Our internal registry uses OpenStack Swift as a backing storage, and Clair for scanning vulnerabilities. We have Clair set up with the auth.psk config section, and our registry issues tokens to itself to talk to the Clair API. After upgrading Clair from 4.0.2 to 4.1.0, we saw indexing in Clair fail with:

failed to fetch layers: encountered error while fetching a layer: fetcher: unexpected status code: 403 403 Forbidden

After some digging, the problem turned out to be that Clair adds an Authorization header to each HTTP request, containing a Bearer token derived from the auth.psk key:

clair/config/httpclient.go

Lines 75 to 88 in 45538e0

	if cs.Signer != nil {
	// TODO(hank) Make this mint longer-lived tokens and re-use them, only
	// refreshing when needed. Like a resettable sync.Once.
	now := time.Now()
	cl := cs.base
	cl.IssuedAt = jwt.NewNumericDate(now)
	cl.NotBefore = jwt.NewNumericDate(now.Add(-jwt.DefaultLeeway))
	cl.Expiry = jwt.NewNumericDate(now.Add(jwt.DefaultLeeway))
	h, err := jwt.Signed(cs).Claims(&cl).CompactSerialize()
	if err != nil {
	return nil, err
	}
	r.Header.Add("authorization", "Bearer "+h)
	}

This Authorization header trips up Swift, since the issued token is only valid inside of Clair itself. The Swift authentication is supposed to be handled by query parameters in the layer URL as provided by in the index request, but the extraneous Authorization header makes Swift ignore all that.

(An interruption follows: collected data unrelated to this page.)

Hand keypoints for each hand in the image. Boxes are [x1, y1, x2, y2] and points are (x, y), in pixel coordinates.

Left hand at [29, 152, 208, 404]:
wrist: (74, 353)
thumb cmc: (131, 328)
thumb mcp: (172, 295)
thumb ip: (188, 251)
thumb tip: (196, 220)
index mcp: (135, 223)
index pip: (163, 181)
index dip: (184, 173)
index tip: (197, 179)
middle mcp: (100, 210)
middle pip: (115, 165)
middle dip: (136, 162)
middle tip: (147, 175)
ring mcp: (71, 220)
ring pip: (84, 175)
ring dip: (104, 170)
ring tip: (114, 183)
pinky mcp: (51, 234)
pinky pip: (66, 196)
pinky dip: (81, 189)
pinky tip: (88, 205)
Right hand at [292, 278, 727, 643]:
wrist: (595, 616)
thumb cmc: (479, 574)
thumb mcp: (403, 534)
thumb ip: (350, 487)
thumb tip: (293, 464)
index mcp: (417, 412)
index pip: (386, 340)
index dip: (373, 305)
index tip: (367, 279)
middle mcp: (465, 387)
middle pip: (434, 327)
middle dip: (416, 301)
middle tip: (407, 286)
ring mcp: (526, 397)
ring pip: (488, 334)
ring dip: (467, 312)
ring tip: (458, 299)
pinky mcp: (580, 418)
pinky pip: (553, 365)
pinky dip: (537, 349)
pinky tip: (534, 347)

This code has not been touched in a while, so I'm not entirely sure why this did not happen with Clair 4.0.2, but it's very reproducible on Clair 4.1.0. The correct behavior here would be to honor the index request and fetch the layer only with the headers included therein.

Environment

• Clair version/image: 4.1.0
• Clair client name/version: N/A
• Host OS: Linux
• Kernel (e.g. uname -a): N/A
• Kubernetes version (use kubectl version): N/A
• Network/Firewall setup: N/A

[majewsky]

I have patched Clair like this and that fixes the issue for us, but that patch is incredibly environment-specific and cannot be the general solution. I'd be willing to work on a PR to fix this issue in the general case, but I'd like to hear opinions first on how to approach it. I can see two options from a cursory read of the Clair and claircore code.

Option 1

The http.Client that is given to libindex.New() only seems to be used for fetching layers, so it may be possible to just pass an http.Client that fills only the User-Agent header, not the Authorization header.

Option 2

If having multiple http.Client instances is not desired, the fetcher could do some signalling inside the http.Request (e.g. via context.WithValue) to indicate that no Authorization header shall be added to the request.